Scan the entries for the word "graph" and return every line that has it.

DATA TO EXAMINE: Begin

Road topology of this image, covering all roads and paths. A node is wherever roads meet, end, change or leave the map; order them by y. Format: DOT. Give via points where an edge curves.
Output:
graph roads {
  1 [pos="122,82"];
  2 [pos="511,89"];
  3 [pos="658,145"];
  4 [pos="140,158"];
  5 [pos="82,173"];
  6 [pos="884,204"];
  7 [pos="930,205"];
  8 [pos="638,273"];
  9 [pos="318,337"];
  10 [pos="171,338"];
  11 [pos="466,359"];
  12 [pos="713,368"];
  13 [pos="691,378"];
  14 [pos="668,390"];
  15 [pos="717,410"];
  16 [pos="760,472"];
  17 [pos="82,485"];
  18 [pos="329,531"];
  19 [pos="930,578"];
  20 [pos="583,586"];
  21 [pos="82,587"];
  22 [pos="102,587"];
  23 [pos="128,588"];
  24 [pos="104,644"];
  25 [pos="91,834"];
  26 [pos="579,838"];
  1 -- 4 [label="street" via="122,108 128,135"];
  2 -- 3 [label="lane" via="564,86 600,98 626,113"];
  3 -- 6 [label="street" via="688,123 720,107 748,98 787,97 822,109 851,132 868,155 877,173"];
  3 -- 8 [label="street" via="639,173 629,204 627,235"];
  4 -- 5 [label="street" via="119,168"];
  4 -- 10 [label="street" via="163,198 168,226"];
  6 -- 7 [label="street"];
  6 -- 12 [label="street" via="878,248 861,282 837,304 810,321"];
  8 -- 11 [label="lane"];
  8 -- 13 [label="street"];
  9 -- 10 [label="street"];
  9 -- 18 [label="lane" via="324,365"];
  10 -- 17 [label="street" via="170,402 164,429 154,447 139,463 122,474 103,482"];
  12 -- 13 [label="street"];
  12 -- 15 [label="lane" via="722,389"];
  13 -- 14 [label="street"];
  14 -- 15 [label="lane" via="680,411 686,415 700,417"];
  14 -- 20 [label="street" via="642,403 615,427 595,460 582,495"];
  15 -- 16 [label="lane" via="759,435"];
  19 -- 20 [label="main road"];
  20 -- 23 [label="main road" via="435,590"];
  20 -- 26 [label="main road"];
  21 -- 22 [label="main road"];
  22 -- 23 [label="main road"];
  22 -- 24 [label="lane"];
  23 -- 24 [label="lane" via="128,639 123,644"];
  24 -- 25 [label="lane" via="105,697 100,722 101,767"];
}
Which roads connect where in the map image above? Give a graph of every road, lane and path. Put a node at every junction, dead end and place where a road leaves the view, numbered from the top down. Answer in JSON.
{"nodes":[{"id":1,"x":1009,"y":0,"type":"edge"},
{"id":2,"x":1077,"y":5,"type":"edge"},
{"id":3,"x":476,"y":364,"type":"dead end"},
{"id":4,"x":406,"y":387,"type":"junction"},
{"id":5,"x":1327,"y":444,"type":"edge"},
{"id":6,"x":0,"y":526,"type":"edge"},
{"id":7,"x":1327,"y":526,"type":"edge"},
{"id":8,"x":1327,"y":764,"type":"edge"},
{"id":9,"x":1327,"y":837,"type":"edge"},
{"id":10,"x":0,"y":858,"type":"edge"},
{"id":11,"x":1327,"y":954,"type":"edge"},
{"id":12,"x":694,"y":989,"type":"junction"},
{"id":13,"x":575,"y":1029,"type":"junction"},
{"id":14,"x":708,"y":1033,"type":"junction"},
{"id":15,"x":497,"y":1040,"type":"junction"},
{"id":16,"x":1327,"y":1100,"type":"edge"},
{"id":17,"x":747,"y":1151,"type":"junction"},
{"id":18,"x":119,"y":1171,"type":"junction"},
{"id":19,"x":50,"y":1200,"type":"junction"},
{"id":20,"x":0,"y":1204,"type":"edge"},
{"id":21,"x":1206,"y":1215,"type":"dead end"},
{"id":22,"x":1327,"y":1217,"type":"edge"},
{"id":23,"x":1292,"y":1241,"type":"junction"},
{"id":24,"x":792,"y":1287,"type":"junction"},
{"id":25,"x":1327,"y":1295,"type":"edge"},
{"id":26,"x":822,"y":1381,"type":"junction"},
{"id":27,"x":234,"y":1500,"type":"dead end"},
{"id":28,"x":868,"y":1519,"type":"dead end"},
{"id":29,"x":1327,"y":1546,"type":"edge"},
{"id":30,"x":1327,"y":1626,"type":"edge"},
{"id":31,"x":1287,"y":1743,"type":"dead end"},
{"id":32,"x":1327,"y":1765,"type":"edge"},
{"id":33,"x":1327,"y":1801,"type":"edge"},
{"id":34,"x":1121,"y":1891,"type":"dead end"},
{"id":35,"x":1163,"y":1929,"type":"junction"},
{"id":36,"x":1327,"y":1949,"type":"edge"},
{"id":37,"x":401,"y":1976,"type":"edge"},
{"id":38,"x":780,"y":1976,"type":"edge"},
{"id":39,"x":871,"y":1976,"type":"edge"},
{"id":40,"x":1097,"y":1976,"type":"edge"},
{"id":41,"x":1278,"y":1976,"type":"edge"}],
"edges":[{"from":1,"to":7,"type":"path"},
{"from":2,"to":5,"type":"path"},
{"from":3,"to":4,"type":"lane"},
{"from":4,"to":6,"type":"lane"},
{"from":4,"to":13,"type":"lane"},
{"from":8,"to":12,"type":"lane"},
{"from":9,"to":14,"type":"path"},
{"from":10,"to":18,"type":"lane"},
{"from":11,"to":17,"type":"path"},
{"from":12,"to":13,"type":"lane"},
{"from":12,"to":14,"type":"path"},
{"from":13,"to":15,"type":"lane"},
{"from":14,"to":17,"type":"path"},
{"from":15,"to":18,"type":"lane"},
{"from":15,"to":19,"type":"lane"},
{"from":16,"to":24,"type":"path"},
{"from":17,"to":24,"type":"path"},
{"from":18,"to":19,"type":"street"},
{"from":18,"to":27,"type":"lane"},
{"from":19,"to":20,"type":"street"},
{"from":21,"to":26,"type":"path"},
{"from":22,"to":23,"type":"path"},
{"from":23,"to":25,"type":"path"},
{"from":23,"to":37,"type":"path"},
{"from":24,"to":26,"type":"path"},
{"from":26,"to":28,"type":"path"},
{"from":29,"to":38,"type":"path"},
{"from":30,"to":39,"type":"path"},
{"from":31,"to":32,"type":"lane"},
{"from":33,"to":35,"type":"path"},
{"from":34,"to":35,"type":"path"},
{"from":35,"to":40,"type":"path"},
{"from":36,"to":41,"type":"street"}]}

DATA TO EXAMINE: End

SOLVED EXERCISE ::
graph roads {
Which roads connect where in the map image above? Give a graph of every road, lane and path. Put a node at every junction, dead end and place where a road leaves the view, numbered from the top down. Answer in JSON.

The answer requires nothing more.